The Democratic-controlled committee approved several bills, including a measure to ban high-capacity magazines and a “red flag” bill during a markup where the committee convened to debate and vote on a series of gun control measures. The bill would still need to be voted on by the full House to advance and the GOP controlled Senate has not said what if any gun control legislation it would take up.
The red flag legislation that the committee voted on Tuesday would set up a federal grant program to incentivize states to establish red flag laws — otherwise known as extreme risk protection orders, which enable a court to intervene and temporarily prevent someone who is in crisis from having access to a firearm. It would also create a federal extreme risk protection order program.
The committee also voted to advance a bill to prevent individuals convicted of misdemeanor hate crimes from possessing firearms.
A number of Republican lawmakers spoke in opposition to the bill ahead of the vote, arguing that red flag laws deny due process to Americans. Democrats in favor of the legislation countered that the legislation would protect due process rights.
The debate in the committee grew emotional at times.

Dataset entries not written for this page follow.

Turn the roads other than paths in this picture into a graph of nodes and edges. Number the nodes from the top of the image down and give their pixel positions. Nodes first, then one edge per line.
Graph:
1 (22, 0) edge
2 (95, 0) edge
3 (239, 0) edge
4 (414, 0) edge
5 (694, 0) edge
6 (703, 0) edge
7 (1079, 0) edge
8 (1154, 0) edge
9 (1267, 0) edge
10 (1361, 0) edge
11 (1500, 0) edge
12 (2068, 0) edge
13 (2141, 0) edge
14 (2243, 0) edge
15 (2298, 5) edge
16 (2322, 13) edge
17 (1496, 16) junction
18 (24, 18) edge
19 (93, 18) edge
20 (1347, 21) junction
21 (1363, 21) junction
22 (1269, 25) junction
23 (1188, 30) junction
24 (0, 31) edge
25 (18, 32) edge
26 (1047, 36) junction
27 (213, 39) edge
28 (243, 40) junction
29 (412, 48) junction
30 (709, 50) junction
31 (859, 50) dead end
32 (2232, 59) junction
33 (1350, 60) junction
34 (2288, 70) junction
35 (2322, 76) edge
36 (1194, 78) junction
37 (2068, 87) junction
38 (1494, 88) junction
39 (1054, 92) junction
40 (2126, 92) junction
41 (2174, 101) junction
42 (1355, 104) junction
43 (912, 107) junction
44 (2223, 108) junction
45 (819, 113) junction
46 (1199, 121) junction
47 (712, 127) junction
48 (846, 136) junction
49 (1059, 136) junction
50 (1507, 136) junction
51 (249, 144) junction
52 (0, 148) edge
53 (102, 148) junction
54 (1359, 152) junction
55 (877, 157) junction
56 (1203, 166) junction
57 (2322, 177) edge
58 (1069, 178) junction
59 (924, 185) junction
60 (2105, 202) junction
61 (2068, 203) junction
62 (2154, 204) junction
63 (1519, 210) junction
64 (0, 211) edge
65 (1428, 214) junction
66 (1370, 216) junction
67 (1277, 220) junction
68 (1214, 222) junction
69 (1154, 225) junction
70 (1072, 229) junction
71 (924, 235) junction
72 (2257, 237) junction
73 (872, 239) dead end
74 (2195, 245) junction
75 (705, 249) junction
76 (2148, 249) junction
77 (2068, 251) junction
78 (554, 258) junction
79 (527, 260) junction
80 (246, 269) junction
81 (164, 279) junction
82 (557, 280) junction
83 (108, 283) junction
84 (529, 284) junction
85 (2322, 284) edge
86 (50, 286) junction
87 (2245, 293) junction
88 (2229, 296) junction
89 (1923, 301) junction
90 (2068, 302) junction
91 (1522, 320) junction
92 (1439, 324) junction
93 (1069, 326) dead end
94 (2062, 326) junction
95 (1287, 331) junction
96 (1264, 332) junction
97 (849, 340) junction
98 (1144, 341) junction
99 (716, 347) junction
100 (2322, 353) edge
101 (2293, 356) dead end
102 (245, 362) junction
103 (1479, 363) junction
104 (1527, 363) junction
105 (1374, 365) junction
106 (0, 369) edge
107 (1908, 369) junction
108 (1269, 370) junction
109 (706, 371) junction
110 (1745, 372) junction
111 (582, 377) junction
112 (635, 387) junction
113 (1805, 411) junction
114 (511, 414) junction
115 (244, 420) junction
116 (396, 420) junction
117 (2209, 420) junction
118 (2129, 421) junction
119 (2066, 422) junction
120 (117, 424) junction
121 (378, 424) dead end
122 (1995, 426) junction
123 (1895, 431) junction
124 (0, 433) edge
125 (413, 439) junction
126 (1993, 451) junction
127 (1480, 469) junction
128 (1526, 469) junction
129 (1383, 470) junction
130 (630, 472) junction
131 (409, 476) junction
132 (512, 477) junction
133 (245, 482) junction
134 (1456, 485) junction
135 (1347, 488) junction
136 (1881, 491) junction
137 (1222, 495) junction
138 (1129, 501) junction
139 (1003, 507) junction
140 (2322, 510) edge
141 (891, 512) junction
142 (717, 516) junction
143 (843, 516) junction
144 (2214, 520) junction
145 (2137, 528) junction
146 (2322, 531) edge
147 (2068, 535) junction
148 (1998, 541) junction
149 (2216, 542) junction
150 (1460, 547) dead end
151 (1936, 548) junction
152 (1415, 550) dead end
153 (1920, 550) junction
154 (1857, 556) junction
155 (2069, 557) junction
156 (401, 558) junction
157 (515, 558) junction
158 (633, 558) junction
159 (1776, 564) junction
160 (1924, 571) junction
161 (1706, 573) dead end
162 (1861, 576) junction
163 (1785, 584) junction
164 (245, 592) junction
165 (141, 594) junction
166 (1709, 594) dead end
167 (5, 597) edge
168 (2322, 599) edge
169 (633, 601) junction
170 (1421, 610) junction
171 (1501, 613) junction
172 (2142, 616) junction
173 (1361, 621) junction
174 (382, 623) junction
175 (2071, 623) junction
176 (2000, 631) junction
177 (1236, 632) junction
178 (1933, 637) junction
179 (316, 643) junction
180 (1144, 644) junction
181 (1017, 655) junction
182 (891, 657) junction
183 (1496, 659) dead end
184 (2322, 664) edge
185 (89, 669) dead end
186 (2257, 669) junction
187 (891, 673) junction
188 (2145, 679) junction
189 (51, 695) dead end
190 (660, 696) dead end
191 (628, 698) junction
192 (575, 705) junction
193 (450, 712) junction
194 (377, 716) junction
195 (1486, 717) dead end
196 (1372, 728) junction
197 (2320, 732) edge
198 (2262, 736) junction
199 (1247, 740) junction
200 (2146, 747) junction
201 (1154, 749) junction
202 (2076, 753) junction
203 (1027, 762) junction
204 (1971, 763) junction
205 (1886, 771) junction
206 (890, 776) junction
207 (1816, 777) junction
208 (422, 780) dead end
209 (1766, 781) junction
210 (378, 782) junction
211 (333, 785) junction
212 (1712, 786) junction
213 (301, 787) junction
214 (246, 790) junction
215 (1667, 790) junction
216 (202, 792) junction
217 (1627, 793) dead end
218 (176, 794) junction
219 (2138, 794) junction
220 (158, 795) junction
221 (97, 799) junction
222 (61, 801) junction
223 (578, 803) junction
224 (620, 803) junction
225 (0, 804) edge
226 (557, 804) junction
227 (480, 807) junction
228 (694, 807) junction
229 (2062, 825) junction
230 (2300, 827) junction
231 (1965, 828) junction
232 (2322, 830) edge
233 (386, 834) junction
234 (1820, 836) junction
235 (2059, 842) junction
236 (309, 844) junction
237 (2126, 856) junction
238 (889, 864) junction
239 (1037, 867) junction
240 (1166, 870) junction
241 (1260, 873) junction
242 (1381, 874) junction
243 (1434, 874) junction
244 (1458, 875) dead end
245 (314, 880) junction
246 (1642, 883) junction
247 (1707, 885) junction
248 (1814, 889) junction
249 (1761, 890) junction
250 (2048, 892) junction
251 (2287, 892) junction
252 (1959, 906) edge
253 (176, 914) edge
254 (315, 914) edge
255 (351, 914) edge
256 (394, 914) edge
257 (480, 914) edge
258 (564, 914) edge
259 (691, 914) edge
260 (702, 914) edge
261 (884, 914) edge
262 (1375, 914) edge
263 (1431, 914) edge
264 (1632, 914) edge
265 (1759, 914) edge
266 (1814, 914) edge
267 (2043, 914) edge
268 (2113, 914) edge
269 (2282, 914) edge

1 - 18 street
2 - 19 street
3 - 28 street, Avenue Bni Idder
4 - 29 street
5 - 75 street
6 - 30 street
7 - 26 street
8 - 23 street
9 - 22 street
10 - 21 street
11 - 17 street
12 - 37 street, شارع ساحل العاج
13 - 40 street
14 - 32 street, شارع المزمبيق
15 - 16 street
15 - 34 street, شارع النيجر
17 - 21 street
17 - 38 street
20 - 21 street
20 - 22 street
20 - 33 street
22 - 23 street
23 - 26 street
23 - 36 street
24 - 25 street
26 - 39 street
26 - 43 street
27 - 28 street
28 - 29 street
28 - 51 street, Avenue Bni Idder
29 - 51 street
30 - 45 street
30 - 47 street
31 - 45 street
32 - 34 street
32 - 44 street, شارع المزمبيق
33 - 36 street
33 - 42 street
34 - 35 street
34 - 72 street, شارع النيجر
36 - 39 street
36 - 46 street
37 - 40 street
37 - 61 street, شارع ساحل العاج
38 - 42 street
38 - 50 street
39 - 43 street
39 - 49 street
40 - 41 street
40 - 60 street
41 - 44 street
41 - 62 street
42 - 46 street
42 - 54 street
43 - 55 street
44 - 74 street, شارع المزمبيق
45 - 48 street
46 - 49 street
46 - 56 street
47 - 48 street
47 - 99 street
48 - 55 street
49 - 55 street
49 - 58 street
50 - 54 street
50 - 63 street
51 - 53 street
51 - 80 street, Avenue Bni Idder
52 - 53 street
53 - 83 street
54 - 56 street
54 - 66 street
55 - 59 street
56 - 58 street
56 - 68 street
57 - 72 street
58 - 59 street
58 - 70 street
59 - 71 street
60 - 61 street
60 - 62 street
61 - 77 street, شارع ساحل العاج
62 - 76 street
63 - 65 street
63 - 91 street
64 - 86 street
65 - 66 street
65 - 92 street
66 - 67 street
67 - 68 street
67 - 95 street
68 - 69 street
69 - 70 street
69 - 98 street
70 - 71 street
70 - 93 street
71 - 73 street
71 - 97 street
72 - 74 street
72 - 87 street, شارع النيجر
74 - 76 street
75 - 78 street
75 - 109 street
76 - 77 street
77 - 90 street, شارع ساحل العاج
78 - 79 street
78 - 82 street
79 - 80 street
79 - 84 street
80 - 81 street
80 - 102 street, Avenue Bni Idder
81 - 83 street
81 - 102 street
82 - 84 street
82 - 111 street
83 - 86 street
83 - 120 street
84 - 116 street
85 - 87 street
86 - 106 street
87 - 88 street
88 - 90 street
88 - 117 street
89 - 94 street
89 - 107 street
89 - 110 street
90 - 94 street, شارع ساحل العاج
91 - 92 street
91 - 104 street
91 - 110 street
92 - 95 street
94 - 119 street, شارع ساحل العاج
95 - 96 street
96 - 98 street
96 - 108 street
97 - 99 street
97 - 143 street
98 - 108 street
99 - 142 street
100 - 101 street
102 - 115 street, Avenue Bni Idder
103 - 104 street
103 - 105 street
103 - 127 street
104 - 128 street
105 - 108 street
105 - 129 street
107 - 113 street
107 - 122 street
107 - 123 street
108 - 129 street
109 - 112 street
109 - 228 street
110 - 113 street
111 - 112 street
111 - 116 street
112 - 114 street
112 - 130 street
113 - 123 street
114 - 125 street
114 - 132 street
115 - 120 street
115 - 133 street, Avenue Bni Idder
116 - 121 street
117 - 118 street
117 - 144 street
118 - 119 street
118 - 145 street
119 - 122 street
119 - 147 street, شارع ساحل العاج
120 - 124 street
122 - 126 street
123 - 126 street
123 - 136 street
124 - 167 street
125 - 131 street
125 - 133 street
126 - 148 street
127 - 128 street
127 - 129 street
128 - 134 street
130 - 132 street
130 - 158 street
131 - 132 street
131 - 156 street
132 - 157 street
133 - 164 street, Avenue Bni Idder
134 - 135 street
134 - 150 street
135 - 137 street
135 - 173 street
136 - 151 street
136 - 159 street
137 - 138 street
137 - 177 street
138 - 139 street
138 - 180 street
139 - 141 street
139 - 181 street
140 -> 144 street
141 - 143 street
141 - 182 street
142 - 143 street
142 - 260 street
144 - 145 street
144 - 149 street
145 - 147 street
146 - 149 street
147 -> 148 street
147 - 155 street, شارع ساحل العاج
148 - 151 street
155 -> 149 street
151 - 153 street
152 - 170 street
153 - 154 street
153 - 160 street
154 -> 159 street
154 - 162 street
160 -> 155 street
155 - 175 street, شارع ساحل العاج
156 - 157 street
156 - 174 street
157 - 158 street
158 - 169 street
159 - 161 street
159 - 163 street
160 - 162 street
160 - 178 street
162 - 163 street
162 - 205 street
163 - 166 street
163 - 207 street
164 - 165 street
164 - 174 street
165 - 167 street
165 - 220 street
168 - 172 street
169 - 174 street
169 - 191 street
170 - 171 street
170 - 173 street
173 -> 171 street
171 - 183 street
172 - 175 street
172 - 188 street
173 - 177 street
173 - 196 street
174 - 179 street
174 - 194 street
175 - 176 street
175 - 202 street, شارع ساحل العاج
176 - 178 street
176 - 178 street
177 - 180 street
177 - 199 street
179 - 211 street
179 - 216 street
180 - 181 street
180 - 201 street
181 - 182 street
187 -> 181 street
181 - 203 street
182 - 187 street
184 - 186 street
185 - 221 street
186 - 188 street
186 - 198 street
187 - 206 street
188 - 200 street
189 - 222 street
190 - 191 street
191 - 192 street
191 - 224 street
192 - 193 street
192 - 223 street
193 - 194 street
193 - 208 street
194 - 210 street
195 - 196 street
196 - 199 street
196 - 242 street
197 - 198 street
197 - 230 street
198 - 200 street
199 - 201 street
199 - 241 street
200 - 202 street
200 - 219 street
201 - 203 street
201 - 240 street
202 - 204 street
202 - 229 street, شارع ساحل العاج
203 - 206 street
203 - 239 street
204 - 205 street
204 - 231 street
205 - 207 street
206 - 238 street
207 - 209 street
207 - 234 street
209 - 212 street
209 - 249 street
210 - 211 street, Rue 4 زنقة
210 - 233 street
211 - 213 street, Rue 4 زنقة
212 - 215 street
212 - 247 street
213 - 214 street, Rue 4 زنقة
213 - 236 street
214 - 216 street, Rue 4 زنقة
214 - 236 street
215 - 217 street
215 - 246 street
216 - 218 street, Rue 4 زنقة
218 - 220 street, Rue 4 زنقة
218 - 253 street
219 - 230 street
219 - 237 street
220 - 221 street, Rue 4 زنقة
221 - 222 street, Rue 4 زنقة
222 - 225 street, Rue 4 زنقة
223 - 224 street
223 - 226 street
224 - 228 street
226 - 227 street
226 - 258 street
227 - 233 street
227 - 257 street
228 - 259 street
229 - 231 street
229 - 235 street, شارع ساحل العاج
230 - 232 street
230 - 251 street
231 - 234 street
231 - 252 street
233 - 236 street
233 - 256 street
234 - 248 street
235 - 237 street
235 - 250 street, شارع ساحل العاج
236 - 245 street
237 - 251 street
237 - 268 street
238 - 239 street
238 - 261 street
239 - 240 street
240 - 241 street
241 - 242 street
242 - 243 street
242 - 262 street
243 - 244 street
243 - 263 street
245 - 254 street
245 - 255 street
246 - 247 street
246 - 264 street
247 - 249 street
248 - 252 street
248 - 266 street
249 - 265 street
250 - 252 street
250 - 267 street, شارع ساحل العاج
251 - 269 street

At one point, Democratic Rep. Lucy McBath of Georgia, who lost her son to gun violence, said, “I know the pain of losing a child to gun violence … for every single day that we fall into not taking action, mothers and fathers across this country will live through the same nightmare that I did.”
Later, the congresswoman said, “I truly believe that the moral crisis is that the guns have become our God,” adding, “Guns have become the means by which we solve all of our problems, have become our authority.”
Congressional Democrats have called on Senate Majority Leader Mitch McConnell to hold a Senate vote on expanded background check legislation that previously passed the Democratic-controlled House of Representatives.
The Kentucky Republican has said, however, that he does not intend to put any gun legislation on the Senate floor unless President Donald Trump says he would sign it into law.
Trump has not yet made clear what legislation he would support.
Behind the scenes, Senate Democrats and Republicans have engaged in a series of talks with senior White House staff about a package of gun measures that could form the basis of legislation. But the White House has yet to formally propose a legislative package because Trump has yet to indicate his preference, according to lawmakers and aides in both parties.